Unified DDR3 Memory Channel Design for High Bandwidth Apps with Legacy Components

The demand for DDR3 memory channel bandwidth is growing rapidly in applications such as high definition video and TV, smart phones, and networking component. To meet these requirements, SoCs usually include a high bandwidth DDR3 memory channel. However, in a number of SoCs, many legacy component still need to access a normal DDR3 memory channel as well.

Some legacy component may interface with a DDR3 memory channel through a non-split transaction type bus protocol (such as AHB bus). SoC designers often create separate DDR3 memory channels to prevent the non-split transaction legacy protocol component from blocking those high bandwidth applications. This implementation, however, may significantly increase both pin count and design complexity.

To minimize pin count and simplify SoC design complexity, this article introduces a unified single DDR3 memory channel architecture that can simultaneously serve legacy component without creating performance bottlenecks.

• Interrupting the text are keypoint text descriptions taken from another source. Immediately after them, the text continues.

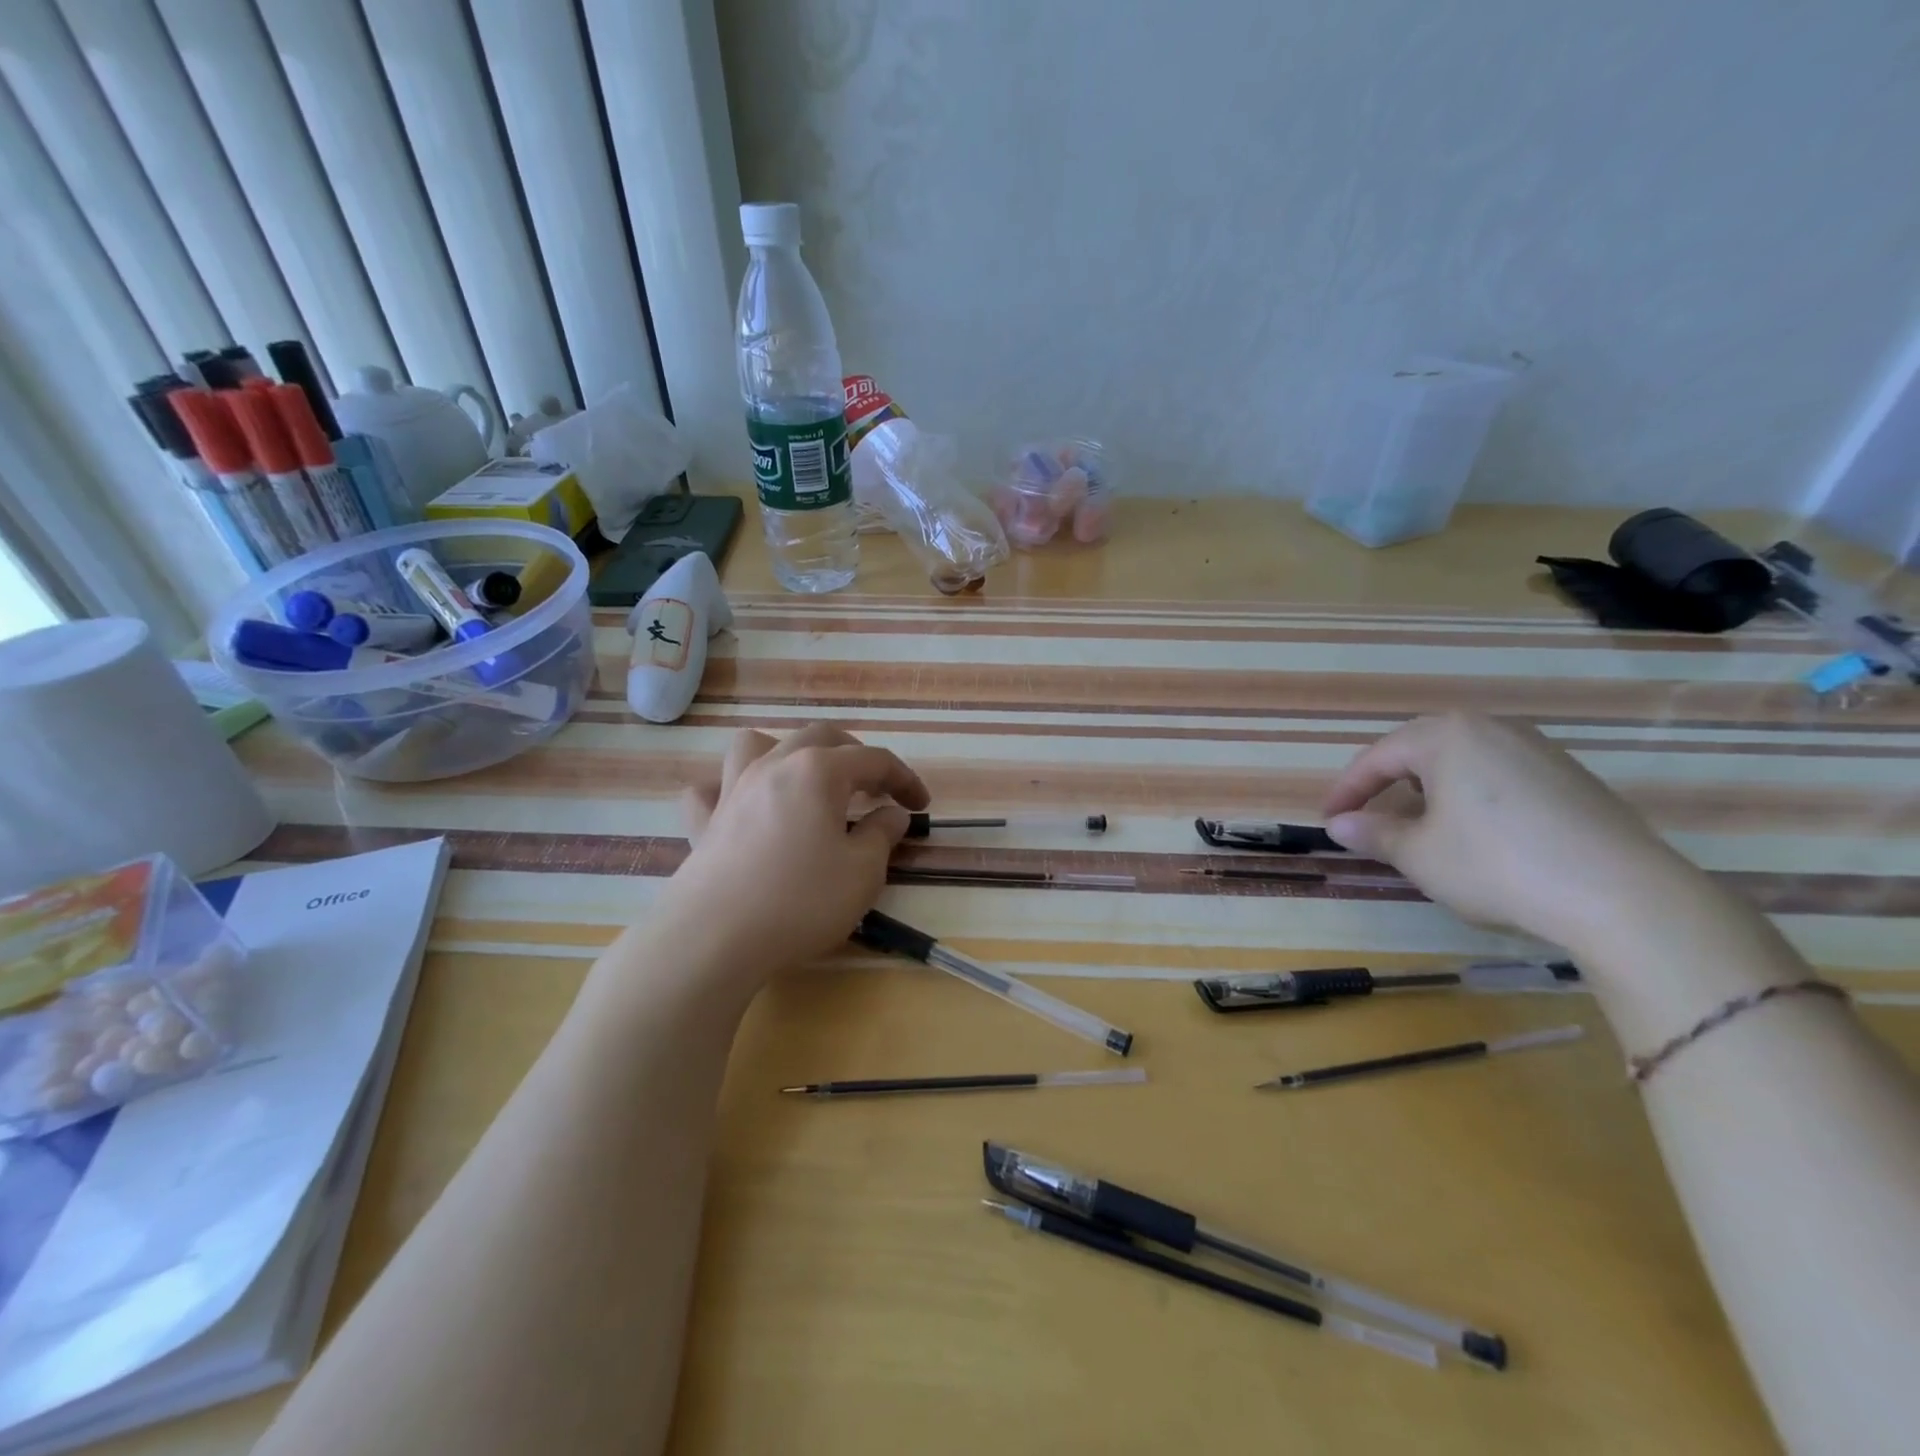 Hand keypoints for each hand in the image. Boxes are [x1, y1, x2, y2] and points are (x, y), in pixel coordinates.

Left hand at [664, 724, 929, 976]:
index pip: (874, 759)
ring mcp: (732, 790)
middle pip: (820, 738)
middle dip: (855, 755)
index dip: (904, 778)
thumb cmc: (801, 900)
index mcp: (818, 771)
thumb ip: (882, 834)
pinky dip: (728, 790)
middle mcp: (774, 766)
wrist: (715, 937)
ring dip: (786, 752)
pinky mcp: (703, 822)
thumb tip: (891, 814)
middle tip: (875, 788)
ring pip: (756, 744)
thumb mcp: (862, 872)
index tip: (921, 805)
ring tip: (803, 780)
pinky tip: (742, 808)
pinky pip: (711, 790)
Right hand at [1321, 712, 1702, 950]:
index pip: (1378, 757)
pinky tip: (1477, 836)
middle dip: (1388, 787)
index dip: (1347, 790)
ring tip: (1419, 829)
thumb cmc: (1496, 864)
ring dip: (1430, 793)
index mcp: (1448, 736)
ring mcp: (1539, 750)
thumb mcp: (1419, 855)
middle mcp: (1493, 729)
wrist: (1623, 896)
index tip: (1327, 820)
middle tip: (1368, 819)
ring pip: (1463, 764)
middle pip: (1421, 752)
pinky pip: (1501, 778)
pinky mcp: (1572, 778)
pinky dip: (1472, 800)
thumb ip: (1373, 834)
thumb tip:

Unified Memory Channel Background

Memory channel performance plays an important role in overall SoC system performance. In many applications, many components inside the SoC require a certain amount of memory bandwidth . For example, a high definition video component requires memory bandwidth to access display data from memory channel. In virtually every SoC, total memory bandwidth will be shared by more than one component. Under such condition, effective memory bandwidth is more than a matter of memory bus bandwidth or memory controller logic. Sometimes the interface protocol of a component creates a memory channel bandwidth bottleneck.

Figure 1 shows a regular memory channel architecture shared by two different components.

Figure 1. Memory channel design with two components.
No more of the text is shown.